RECORDS SUPPLIED Block Start

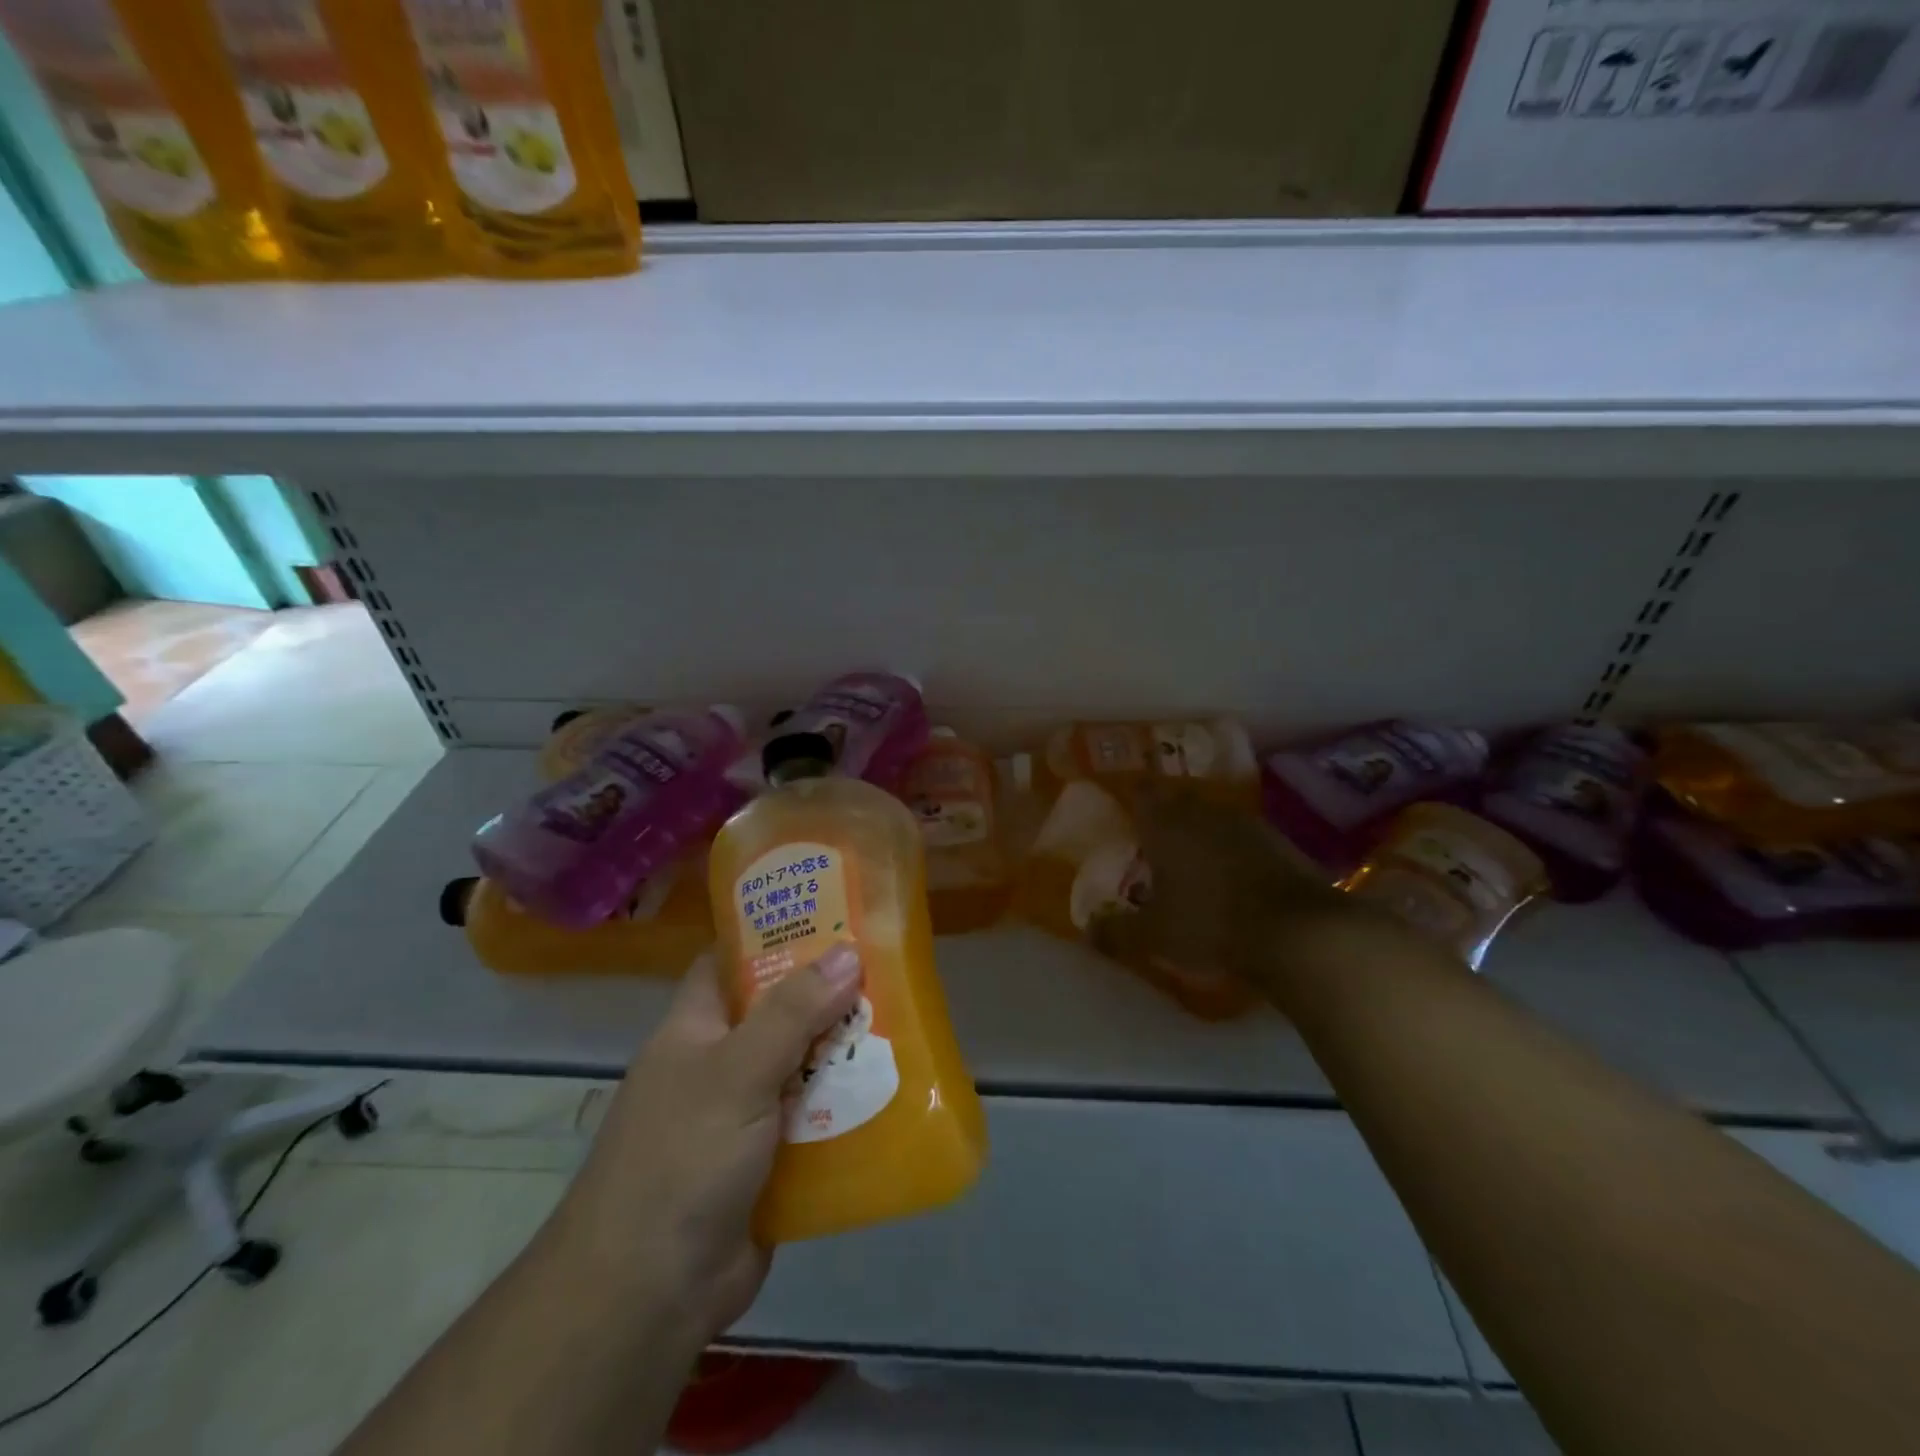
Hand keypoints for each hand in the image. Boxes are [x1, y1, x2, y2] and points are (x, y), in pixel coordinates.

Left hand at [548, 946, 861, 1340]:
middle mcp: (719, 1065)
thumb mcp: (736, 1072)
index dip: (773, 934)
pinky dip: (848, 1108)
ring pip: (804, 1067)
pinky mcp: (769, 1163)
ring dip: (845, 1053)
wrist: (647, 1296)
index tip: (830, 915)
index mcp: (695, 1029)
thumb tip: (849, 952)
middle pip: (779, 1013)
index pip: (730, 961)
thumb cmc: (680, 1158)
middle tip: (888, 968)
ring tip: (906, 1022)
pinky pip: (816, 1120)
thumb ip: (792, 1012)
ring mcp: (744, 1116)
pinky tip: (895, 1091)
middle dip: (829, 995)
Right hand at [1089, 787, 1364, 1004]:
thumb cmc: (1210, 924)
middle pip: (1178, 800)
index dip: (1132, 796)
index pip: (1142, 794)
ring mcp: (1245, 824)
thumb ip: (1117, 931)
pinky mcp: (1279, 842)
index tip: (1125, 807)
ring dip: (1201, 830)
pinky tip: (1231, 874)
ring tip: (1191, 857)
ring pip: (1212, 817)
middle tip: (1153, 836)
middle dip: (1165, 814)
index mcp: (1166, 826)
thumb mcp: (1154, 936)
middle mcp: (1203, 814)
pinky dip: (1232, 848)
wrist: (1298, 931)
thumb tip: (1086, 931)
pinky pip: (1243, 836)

RECORDS SUPPLIED Block End
RECORDS SUPPLIED Block Start

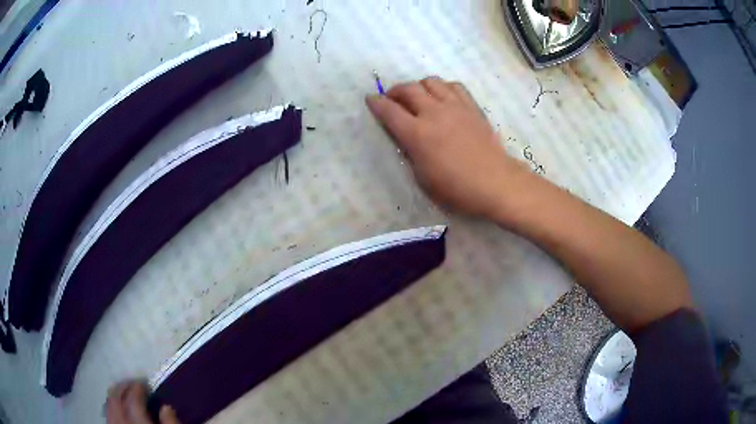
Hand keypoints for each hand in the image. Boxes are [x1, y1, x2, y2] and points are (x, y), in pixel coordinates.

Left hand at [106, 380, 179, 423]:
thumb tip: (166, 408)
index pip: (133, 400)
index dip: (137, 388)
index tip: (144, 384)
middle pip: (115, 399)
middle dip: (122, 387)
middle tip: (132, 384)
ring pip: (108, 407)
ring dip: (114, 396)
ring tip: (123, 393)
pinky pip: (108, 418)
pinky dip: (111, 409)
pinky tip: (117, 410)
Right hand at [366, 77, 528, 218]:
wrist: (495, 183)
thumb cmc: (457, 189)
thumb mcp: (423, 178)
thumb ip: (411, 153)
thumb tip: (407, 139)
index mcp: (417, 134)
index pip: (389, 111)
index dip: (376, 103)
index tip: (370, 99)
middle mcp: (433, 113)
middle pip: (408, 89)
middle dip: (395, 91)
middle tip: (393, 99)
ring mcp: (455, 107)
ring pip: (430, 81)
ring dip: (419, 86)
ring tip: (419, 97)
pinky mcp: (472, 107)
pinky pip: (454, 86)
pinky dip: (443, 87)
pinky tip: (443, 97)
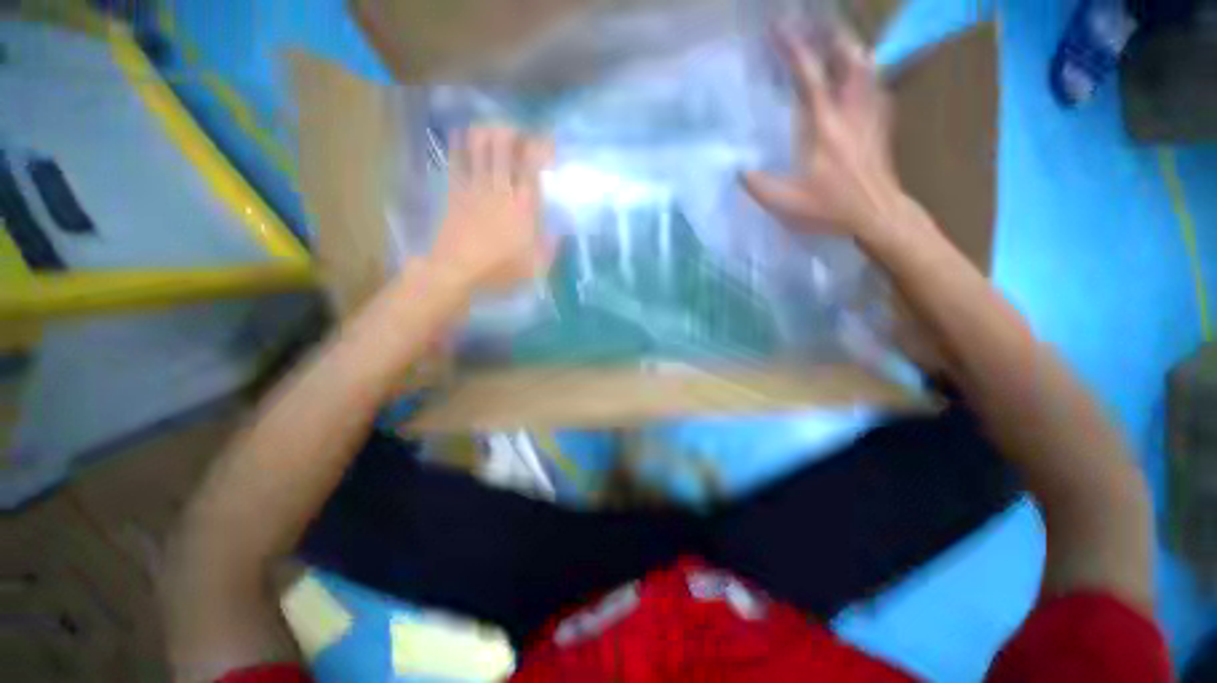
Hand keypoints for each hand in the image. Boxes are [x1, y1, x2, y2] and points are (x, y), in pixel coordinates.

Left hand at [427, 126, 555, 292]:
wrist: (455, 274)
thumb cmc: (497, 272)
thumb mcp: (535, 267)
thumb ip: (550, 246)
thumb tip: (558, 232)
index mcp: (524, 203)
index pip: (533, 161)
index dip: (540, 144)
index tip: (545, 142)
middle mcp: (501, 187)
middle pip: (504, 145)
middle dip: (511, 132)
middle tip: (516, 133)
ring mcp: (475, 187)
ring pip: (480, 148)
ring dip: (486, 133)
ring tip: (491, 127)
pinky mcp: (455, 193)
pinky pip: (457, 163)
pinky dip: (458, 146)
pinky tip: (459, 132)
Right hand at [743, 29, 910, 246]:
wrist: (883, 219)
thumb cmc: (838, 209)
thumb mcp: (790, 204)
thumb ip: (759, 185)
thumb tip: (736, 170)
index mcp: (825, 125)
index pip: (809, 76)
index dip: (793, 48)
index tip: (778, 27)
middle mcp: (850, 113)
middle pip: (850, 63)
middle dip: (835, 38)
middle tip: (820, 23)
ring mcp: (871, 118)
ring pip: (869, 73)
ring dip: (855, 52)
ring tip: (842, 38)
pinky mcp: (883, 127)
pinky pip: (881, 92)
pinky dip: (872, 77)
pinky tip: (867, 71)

RECORDS SUPPLIED Block End

Filter the records, keeping only lines that contain "Left", and show those lines.

WRITTEN REPLY ::
Left hand at [548, 946, 861, 1340]:
Left hand at [106, 380, 179, 423]:
Left hand at [427, 126, 555, 292]:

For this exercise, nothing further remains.